Only lines containing the word "Left" belong in the answer; copy each one from the records.

**** Exercise inputs

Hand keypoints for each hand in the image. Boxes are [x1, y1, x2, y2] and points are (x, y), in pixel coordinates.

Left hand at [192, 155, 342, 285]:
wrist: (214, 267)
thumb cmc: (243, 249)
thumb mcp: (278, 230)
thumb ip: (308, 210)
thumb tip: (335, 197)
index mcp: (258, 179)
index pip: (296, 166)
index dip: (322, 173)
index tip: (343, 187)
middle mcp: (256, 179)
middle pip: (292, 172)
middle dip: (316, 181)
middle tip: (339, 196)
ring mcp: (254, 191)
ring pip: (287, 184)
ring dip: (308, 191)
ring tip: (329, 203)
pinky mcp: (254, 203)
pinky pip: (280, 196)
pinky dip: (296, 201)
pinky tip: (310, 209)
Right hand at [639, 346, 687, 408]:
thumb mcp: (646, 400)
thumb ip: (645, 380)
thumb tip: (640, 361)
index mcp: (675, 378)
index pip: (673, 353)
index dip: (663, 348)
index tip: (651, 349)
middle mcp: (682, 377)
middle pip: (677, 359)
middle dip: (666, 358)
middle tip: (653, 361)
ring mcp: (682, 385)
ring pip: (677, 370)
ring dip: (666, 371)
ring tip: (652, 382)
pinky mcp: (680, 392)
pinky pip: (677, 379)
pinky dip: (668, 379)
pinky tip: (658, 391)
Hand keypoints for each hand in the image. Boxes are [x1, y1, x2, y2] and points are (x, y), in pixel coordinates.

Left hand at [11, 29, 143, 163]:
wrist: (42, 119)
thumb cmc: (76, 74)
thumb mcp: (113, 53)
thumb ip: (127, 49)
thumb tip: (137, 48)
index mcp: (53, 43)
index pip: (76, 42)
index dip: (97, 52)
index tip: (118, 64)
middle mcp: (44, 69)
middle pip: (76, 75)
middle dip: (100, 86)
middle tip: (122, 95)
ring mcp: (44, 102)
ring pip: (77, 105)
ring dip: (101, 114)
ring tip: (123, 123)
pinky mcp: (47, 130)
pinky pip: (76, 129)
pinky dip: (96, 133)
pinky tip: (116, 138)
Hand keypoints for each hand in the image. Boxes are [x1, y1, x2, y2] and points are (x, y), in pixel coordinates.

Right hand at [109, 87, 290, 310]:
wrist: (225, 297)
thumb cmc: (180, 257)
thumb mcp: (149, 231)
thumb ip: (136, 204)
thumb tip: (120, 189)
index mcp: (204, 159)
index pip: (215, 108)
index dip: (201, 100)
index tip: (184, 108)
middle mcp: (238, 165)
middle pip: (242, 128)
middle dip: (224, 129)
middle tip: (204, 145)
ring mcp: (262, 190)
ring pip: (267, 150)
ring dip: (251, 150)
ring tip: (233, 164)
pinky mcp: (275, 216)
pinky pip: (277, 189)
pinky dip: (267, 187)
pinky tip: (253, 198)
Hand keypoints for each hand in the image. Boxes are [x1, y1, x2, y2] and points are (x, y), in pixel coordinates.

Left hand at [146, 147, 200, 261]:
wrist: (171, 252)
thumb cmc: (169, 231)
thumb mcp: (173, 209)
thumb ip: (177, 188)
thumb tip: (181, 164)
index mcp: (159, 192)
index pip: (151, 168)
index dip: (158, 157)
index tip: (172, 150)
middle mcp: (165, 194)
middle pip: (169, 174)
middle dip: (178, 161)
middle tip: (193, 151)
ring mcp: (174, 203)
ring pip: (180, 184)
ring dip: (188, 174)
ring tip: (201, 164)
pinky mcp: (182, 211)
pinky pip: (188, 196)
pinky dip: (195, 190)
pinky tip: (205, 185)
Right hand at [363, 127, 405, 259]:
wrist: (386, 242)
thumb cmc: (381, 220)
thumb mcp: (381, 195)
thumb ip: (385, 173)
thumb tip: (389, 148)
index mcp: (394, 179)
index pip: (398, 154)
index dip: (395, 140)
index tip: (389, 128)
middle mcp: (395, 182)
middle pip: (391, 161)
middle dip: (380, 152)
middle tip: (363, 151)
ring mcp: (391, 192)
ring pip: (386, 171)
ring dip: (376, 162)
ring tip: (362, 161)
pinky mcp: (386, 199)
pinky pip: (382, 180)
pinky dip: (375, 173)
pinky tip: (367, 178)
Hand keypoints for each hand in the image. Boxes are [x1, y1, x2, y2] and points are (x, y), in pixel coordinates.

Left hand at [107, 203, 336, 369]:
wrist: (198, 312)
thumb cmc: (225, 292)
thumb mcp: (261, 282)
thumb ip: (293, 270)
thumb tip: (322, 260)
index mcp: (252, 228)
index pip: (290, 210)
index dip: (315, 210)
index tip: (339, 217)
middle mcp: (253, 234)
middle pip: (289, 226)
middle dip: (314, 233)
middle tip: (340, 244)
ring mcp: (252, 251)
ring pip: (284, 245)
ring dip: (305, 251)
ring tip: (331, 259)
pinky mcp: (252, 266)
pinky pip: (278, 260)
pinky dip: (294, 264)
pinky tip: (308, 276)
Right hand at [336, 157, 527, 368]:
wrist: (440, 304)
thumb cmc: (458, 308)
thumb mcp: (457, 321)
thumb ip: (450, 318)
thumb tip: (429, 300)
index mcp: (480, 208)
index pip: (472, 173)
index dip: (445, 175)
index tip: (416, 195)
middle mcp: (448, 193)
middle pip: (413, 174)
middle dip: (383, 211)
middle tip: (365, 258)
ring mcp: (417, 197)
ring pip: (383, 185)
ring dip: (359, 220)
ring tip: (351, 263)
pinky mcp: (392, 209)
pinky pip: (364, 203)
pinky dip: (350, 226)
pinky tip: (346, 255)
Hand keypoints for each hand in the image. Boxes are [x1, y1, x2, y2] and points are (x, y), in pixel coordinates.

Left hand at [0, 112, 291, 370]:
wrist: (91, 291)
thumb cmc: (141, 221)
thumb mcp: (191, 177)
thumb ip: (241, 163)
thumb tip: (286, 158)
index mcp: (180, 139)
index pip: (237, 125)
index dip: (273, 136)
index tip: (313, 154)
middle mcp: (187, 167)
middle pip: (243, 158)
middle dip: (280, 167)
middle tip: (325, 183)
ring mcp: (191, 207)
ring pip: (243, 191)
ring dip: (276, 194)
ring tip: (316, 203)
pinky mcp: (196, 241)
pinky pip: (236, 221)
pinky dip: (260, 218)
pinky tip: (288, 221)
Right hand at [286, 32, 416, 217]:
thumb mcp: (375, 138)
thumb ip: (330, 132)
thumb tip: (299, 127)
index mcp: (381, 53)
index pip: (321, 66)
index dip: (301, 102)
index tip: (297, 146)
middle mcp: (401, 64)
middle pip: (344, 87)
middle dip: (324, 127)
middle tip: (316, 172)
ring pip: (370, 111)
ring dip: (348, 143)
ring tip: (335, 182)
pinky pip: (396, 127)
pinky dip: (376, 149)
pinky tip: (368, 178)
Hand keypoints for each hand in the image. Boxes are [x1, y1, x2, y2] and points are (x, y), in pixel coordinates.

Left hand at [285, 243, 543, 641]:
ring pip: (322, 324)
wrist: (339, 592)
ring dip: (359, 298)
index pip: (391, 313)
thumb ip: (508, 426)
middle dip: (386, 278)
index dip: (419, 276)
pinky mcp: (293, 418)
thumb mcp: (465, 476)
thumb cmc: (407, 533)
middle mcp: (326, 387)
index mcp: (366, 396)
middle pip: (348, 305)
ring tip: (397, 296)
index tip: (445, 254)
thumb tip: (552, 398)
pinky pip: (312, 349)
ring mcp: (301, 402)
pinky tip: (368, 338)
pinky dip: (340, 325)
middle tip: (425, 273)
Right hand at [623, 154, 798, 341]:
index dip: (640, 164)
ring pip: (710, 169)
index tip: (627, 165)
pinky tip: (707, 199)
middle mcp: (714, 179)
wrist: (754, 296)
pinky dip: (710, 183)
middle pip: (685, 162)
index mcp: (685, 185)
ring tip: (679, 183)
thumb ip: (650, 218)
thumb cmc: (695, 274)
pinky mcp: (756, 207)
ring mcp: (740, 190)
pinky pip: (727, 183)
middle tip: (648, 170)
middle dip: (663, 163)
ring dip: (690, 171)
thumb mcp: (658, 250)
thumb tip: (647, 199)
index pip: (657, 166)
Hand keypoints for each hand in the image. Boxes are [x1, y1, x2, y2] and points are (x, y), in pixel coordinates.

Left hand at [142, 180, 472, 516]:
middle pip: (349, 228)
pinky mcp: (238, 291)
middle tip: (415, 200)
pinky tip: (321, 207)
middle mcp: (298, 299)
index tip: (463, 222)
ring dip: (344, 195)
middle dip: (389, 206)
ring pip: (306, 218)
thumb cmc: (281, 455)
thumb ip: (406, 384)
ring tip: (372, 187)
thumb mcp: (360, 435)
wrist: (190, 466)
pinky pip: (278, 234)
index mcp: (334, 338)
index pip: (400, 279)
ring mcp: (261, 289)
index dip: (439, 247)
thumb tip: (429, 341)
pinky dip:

********

▶ _Reply_
Left hand at [192, 155, 342, 285]:
Left hand at [11, 29, 143, 163]:
Left hand at [146, 147, 200, 261]:
Left hand at [107, 203, 336, 369]:
Left hand at [0, 112, 291, 370]:
Left hand at [285, 243, 543, 641]:
Left hand at [142, 180, 472, 516]:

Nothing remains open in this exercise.